Pero el verano no me ha servido solo para sangrar, o ya estaría muerto y vacío, más pálido que los Cullen metidos en una cueva a oscuras durante años. También he hecho turismo rural de aventura. No me he ido en avión, ni fuera de España (¬¬), pero he salido de la Comunidad de Madrid y su cada vez más contaminado ambiente. Me dirigí a un pueblo de la geografía segoviana, a unos 15 minutos de la capital en coche. Como me tocó la chiba y soy así de oportuno, estaban en fiestas. No es que odie las fiestas, pero no me parece la mejor manera para divertirse. Pero se soportaron bien. La música a las 4 de la mañana apenas se oía y no había ningún toca-pelotas decidido a amargar el día con la pirotecnia. Eran pocas personas, que abultaban mucho más por la cantidad de dinero que tenían y sus miles de polos de Lacoste que vestían (menos mal que no he especificado qué pueblo era porque podrían lincharme en un momento). Pero eran buena gente, nos hicieron paella, nos invitaron a chocolate con bollos, a bocadillos de panceta... Y nos pusieron orquestas muy majas que versionaban canciones sin miedo a que Ramoncín apareciese y les pidiese dinero por los derechos de autor.

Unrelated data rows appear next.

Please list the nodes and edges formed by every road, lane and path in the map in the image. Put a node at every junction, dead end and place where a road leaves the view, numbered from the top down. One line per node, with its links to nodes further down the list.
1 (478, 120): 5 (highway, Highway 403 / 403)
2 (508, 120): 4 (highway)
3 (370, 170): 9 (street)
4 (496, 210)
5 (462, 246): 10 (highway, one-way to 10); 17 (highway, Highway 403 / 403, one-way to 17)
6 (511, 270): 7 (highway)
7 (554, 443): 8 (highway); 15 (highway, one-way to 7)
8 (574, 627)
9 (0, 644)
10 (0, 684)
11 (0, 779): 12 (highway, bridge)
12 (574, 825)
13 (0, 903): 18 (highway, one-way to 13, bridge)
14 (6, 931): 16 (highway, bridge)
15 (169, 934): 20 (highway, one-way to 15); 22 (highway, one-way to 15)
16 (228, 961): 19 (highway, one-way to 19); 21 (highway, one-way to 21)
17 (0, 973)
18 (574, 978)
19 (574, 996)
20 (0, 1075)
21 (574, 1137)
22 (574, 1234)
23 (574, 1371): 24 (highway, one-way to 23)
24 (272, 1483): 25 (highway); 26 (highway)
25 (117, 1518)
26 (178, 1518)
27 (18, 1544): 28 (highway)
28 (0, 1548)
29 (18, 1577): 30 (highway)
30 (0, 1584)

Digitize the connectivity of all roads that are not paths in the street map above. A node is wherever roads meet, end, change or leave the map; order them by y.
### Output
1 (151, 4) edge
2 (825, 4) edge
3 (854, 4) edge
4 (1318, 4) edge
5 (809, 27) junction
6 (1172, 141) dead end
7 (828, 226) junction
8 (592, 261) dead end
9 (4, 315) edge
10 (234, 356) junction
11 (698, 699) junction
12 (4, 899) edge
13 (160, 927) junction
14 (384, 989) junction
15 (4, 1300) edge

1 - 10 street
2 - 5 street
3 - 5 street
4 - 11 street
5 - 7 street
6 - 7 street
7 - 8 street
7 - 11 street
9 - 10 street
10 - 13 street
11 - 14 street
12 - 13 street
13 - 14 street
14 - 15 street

Pero no solo he estado de visita pueblerina, también he visitado la monumental Segovia y todas las maravillas que representa. No solo las calles son agradables y fáciles de transitar por donde puedes mirar a todos los lados llenando tu vista de colorido y tiendas curiosas. Además, pude disfrutar del Alcázar, de la Catedral de Segovia por fuera y de la Granja de San Ildefonso donde vi, como un privilegiado, el encendido de las fuentes que ocurre solo 3 veces al año. Segovia te envuelve, es como transitar un pueblo gigantesco: tranquilidad, poca gente... Eso sí, el calor es agobiante. Que la gente se olvide del mito de que en la provincia hace frío porque es una mentira muy grande. Ni frío, ni pepinillos en vinagre: en Segovia hace un calor bochornoso de día y por la noche un poco de fresco y gracias.

Oh... ahora que me doy cuenta, soy muy triste. Cuento esta entrada como si el verano hubiese terminado y ya no hubiese más oportunidad de quedarte un domingo hasta las 5 de la mañana haciendo el moñas. Pero eso es mentira, porque hasta muy avanzado Septiembre no empiezo nada. Creo que me está poseyendo el síndrome de "El Corte Inglés". Normal, los muy cabrones llevan anunciando la vuelta al cole de las narices desde principios de Agosto. Y encima con carteles gigantes en el metro... al que he frecuentado como un loco. Señores clientes, espero que con esta entrada retome bien la temporada del blog. Y espero que un golpe en la cabeza me haga olvidar cuántos días me quedan para volver a hincar los codos. Tierra, trágame.